According to Achalu and Achalu (1999), World Health Organisation’s definition has been critized for regarding health as a “state” that implies a static rather than dynamic or variable concept that changes from time to time. Also, the term “complete” implies that one is either healthy or not. There is nothing like complete or perfect health. The fact is that health status varies in a continuum from low to high level of well-being. Dubos and Pines (1965), viewed good health as a process of continuous adaptation to the many microbes, irritants, pressures, and problems which daily challenge humankind. The joint committee on Health of United States of America (1969), declared that health is the most important thing in life, but where there is a deviation it becomes a problem. According to Prothero (1994) health problem is a state of disequilibrum in which disease flourishes and health is impaired. He further stated that humankind and environment are closely linked in a complex relationship which frequently presents conditions of equilibrium between disease and health impairment. This condition is not unlikely to be found among adults, infant and pre-school children in Vandeikya Local Government Area of Benue State where the present study was conducted.

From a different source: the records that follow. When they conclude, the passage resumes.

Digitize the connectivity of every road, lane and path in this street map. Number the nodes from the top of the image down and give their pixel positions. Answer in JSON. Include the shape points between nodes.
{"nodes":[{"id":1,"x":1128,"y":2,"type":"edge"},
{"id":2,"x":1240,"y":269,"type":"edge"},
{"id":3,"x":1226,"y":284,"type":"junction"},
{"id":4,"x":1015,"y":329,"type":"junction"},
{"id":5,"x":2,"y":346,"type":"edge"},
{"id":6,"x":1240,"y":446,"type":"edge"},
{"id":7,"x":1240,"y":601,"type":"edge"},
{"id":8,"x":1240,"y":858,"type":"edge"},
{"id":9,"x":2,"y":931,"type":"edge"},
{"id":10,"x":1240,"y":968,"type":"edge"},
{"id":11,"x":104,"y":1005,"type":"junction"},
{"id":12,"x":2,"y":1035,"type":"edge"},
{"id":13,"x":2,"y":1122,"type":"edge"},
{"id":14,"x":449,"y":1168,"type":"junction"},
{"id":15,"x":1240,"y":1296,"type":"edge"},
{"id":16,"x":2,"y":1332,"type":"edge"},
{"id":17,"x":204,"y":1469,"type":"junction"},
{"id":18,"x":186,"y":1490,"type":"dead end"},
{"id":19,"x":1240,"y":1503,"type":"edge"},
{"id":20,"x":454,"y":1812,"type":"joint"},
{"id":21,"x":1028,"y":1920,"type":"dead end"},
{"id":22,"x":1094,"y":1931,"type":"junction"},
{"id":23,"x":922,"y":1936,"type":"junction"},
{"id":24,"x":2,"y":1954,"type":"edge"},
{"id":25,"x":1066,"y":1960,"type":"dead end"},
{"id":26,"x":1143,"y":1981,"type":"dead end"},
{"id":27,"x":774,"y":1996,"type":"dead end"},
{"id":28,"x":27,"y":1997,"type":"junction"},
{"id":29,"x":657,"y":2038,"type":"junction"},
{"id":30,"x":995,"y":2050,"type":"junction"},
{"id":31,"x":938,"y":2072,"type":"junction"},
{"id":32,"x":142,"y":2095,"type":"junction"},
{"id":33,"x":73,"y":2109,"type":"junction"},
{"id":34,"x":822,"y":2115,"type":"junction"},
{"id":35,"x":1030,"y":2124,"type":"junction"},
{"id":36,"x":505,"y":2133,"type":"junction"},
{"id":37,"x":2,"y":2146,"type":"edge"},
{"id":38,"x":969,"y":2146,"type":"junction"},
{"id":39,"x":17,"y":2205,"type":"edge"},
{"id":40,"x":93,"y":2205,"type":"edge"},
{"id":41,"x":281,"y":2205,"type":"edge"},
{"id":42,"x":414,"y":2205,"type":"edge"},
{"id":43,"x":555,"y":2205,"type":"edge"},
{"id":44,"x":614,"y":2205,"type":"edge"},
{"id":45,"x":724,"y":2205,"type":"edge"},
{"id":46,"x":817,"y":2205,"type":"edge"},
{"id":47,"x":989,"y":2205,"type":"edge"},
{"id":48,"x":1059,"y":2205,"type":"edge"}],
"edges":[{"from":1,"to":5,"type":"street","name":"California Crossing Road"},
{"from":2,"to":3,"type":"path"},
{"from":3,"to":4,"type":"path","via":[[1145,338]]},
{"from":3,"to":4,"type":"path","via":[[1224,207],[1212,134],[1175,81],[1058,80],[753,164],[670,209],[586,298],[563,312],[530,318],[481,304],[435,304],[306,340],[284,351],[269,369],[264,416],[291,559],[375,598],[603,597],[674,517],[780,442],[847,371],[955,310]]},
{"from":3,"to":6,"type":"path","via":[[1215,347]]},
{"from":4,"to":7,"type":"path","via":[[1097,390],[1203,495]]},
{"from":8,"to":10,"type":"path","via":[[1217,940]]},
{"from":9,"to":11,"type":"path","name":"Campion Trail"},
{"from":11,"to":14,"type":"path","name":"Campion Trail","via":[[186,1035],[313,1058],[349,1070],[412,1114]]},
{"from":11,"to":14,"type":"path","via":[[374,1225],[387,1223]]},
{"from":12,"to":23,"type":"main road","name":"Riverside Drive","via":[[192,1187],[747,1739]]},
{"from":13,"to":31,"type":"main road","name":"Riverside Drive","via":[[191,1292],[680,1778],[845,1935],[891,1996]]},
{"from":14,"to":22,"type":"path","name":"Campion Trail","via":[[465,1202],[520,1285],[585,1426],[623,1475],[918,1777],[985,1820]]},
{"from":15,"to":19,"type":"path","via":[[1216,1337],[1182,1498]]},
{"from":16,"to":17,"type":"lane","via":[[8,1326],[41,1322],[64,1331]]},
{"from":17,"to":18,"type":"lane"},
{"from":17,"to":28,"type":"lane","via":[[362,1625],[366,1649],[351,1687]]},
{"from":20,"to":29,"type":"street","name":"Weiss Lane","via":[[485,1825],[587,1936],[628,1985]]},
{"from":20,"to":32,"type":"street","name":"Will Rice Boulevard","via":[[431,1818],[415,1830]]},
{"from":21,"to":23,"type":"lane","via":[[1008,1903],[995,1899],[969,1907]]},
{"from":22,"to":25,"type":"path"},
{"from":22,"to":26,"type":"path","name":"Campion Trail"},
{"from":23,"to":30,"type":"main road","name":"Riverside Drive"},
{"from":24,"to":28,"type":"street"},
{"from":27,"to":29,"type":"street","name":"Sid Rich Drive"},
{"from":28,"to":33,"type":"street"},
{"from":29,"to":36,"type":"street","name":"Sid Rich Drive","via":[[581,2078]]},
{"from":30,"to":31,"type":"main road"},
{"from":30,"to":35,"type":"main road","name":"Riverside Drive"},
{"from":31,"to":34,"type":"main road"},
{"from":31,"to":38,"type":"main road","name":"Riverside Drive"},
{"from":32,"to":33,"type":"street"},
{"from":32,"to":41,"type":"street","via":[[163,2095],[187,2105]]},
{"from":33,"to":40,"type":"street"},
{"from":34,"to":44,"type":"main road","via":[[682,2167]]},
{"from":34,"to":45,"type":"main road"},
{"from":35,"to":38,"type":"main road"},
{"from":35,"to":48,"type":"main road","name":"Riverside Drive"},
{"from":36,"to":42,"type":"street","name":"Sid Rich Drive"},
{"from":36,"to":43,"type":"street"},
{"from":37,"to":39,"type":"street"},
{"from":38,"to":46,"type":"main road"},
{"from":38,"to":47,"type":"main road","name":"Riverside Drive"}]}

Akhter (1994), opined that health problem is a state of imbalance in the body which may results in disease. This definition implies that health problem puts the body in a state of imbalance thereby making it possible for disease to flourish. Golladay (1980) stated that health problem is a state of unsoundness a source of perplexity physically or mentally which makes one difficult to settle. He stressed that health
problem can be viewed in two ways, namely in terms of conditions, which predispose one to disease (e.g. poor nutrition and bad water supply) and in terms of disease conditions (e.g. malaria and cholera) Meads (1994), asserted that health problems as seen from human perspective and as commonly understood represent something emotionally or physically distressing for which relief is sought. She further stated that health problem could be categorized into physical, mental, or emotional and social problems. She gave examples of each category that is physical problem as skin diseases, Ulcer, rashes diarrhoea, mental health problems as psychoses, neurosis, emotional health problems as psychoses, neurosis, emotional health problems as nervous stress, alcoholism and psychotic disorder and social health problems as maladaption and maladjustment. These health problems are so distressing that the person affected usually seek relief from various views of health problems above. In the study of the health problems of pre-school children, Spock (1976) stated that pre-school in educational term is generally taken as the period in a child’s life when he or she is considered too young to attend formal school and the period covers the chronological age of three and five years; white (1982), referred to pre-school as education given by trained personnel in an educational institution to children aged two to five years prior to their entering primary school. Pre-school in the present study therefore refers to ages between two to five years. Butcher (1979), warned against the possibility of spreading disease when student congregate can also apply when children gather. Kaine (1984), Norley and Jellief (1985), cantioned that age under five is the age while children are more vulnerable to diseases and malnutrition because at this age children have not built their own natural immunity against diseases and acquired immunity from mother might have vanished. Even though diseases are in existence the pre-school child has to go to school in order to learn. If the pre-school child must learn as well as survive to adulthood in the face of so much threat to life something definite must be done to remedy the situation and save life.